2.3.2 ABTS自由基清除率测定结果

图4（b）表示不同浓度地黄对ABTS自由基清除率的关系图，并与Vc、BHT对照品进行对比。从图中可以明显看到，不同浓度地黄对ABTS自由基清除率之间具有显著性差异，且清除率随着样品浓度的增加而逐渐增大（P＜0.05），虽然从图中也可直观的看出Vc对ABTS自由基清除效果优于地黄，但地黄对ABTS自由基的清除率一直高于BHT（P＜0.05）。故地黄对ABTS阳离子自由基也具有一定的清除能力。

3 结论和讨论

多糖和梓醇同为地黄中的功效物质，实际操作中常对其中一种成分进行提取，同时提取地黄多糖和梓醇的文献报道较少，故将二者同时提取具有一定的实际意义。虽然地黄多糖可溶于热水，梓醇在水中也有一定的溶解性，但由于水提液不易保存且杂质多，故本试验采用含水乙醇为提取溶剂，并考察了不同浓度乙醇、提取时间、液料比三种影响因素下多糖和梓醇共提取的提取率，希望能为地黄中多糖和梓醇的共提取方法提供参考，也为地黄的进一步研究提供理论价值。

药理学研究发现，地黄对免疫系统、血液系统、神经系统等有一定调节作用，此外，还可抗衰老、降三高、抑菌、抗肿瘤，保护胃黏膜及抗胃溃疡等作用［15］。

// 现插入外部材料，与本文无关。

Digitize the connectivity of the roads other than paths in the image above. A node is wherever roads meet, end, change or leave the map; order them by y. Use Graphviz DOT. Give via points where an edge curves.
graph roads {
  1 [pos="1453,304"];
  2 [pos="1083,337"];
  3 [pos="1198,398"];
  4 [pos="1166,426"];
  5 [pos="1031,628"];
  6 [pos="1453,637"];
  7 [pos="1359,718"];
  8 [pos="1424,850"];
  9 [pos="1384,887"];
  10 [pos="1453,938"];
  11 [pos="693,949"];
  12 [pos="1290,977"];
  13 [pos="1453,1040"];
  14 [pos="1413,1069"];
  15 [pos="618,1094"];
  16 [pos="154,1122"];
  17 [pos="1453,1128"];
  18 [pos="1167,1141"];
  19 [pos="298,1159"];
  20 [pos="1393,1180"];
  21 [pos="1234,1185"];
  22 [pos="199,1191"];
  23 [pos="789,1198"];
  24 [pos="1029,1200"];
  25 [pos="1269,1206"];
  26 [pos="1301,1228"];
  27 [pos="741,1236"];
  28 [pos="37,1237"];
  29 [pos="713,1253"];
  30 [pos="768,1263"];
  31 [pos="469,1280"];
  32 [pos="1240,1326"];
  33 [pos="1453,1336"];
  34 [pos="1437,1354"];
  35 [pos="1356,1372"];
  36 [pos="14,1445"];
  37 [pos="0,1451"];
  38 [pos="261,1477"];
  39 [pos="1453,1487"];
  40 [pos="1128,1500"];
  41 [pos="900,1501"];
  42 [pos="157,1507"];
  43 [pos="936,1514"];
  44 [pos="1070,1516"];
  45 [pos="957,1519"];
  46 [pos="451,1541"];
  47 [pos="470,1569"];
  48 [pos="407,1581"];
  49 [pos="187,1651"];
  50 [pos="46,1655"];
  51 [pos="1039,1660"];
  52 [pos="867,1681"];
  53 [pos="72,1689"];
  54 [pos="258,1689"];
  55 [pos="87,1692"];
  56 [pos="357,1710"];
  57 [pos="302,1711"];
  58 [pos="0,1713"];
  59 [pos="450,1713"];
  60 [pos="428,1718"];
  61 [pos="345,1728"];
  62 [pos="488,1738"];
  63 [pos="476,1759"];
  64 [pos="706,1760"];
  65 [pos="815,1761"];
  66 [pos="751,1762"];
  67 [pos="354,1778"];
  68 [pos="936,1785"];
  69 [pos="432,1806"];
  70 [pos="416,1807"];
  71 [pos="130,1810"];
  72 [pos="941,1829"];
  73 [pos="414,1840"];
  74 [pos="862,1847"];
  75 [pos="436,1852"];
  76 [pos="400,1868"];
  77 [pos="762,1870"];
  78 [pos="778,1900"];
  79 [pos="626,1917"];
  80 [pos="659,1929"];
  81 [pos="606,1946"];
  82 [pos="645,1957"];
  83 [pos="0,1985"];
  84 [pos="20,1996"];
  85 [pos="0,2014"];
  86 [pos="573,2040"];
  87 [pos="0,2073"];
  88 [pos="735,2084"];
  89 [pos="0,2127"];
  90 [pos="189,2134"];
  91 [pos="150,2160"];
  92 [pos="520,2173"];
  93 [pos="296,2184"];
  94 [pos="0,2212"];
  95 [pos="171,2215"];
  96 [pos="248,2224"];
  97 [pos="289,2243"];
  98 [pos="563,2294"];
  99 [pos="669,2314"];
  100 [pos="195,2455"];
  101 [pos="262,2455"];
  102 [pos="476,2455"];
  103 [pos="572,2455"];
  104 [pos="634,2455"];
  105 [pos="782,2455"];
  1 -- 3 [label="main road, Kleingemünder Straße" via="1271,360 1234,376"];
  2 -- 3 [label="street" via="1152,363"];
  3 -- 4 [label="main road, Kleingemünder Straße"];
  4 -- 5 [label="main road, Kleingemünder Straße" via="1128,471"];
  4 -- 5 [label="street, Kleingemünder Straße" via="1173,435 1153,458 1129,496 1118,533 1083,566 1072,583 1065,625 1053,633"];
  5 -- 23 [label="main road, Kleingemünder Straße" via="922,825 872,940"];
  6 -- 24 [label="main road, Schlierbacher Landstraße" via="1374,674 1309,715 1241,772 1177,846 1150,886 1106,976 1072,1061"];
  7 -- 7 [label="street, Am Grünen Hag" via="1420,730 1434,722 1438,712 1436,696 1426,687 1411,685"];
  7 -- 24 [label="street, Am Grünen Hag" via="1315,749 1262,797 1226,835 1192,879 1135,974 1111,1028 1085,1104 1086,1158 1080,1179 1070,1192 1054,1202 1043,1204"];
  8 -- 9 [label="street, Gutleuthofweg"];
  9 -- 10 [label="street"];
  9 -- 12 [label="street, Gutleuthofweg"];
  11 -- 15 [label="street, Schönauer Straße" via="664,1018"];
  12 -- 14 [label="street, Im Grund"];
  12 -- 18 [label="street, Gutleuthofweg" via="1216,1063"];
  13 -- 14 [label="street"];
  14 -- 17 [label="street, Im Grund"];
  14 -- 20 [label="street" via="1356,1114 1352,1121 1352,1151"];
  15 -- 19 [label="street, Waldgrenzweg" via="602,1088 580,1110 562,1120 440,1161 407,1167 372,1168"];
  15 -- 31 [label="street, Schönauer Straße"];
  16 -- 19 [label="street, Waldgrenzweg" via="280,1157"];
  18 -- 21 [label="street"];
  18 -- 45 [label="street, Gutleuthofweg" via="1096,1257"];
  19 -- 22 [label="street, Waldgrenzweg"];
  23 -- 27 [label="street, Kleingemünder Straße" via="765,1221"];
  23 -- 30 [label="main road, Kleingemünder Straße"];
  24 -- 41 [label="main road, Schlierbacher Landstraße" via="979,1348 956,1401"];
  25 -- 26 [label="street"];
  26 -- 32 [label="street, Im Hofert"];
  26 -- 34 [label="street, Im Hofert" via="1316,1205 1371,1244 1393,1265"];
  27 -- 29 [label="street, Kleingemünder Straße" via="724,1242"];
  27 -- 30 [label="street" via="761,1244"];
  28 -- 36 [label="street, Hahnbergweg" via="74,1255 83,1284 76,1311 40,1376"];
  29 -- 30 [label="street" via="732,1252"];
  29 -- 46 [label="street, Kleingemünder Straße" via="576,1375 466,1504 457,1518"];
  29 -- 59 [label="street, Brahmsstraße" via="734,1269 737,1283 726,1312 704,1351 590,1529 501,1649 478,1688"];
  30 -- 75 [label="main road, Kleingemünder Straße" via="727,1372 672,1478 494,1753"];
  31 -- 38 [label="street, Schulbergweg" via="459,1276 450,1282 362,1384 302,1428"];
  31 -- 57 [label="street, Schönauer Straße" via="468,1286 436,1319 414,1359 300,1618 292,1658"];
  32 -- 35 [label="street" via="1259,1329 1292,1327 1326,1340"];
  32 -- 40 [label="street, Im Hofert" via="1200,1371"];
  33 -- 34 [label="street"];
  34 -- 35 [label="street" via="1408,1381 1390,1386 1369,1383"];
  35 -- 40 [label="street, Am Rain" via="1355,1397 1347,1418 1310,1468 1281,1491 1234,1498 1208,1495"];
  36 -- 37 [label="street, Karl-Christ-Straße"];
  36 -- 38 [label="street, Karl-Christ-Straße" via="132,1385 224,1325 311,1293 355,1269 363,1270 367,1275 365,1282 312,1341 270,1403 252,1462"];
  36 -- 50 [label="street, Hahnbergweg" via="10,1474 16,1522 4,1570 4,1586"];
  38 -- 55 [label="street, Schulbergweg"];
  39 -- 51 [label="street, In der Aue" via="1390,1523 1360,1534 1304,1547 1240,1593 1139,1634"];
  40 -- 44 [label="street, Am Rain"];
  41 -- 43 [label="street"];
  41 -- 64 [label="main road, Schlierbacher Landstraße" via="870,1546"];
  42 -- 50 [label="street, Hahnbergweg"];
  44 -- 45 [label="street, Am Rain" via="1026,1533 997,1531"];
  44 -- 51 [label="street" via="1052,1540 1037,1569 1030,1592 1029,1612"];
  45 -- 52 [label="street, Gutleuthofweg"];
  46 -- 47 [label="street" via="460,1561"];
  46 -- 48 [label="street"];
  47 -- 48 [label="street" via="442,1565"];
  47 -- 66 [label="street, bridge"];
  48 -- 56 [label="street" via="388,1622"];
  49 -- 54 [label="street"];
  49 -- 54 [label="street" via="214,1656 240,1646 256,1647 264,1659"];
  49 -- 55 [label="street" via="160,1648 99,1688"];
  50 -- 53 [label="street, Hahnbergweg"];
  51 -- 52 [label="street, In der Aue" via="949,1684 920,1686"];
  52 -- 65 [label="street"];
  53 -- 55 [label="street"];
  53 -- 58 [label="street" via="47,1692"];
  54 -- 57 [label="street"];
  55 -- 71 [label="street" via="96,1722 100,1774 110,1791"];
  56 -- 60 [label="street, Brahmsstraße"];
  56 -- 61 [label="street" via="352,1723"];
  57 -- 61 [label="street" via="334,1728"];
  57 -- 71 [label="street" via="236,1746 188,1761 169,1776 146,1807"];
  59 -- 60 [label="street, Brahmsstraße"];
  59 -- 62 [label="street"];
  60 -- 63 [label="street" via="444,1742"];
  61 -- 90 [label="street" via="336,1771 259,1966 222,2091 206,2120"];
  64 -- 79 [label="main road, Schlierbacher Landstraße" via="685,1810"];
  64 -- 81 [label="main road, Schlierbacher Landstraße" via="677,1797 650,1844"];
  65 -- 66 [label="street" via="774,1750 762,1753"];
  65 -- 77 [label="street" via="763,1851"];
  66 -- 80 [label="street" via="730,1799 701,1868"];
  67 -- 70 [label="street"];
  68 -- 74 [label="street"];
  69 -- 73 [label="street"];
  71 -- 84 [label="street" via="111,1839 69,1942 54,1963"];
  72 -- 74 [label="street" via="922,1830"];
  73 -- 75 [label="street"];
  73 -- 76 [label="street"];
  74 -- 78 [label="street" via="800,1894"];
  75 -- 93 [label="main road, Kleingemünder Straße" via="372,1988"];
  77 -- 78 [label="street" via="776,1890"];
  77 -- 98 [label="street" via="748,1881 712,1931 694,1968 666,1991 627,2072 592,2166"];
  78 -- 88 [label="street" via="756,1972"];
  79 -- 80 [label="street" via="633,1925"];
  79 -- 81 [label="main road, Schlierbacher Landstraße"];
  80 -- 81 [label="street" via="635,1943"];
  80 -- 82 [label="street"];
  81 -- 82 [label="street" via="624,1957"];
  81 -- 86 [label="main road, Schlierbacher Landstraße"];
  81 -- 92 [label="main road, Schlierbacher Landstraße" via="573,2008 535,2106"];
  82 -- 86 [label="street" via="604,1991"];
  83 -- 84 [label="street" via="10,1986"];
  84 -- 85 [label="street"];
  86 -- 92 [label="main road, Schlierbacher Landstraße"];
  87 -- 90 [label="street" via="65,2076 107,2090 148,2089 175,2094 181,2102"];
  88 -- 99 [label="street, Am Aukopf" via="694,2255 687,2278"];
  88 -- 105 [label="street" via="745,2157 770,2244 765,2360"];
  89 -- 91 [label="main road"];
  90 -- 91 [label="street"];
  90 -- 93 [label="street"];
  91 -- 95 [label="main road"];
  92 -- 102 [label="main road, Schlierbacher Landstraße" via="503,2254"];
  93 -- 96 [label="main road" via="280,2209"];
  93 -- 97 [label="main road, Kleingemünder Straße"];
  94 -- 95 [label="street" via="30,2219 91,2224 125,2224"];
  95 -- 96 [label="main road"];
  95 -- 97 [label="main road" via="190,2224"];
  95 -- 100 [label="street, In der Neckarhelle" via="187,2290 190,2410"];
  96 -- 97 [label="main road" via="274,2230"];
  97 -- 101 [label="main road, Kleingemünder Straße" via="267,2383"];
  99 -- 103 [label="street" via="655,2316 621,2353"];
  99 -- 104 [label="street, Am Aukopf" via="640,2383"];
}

但对于其抗氧化活性鲜少报道，本研究结果发现，地黄具有显著的抗氧化活性，且随着浓度的增加抗氧化活性也随之增加，这为地黄活性及药理作用的进一步研究提供一定的参考。

地黄多糖和梓醇的活性及药理作用得到了越来越多的科学证实，使得地黄的市场需求不断增大。目前，地黄多糖和梓醇已应用于各种药理、临床及保健品领域。另一方面，由于地黄中多糖及梓醇含量均相对较低，直接食用地黄的保健和药用效果仍相对较差。本研究的显著特点为地黄多糖和梓醇同时提取，即可获得提取物中较高含量的多糖和梓醇，因此，本研究所得提取物将为地黄保健品及药品生产提供生产原料，可有效提高地黄药效。将为地黄的发展提供更好的研究思路。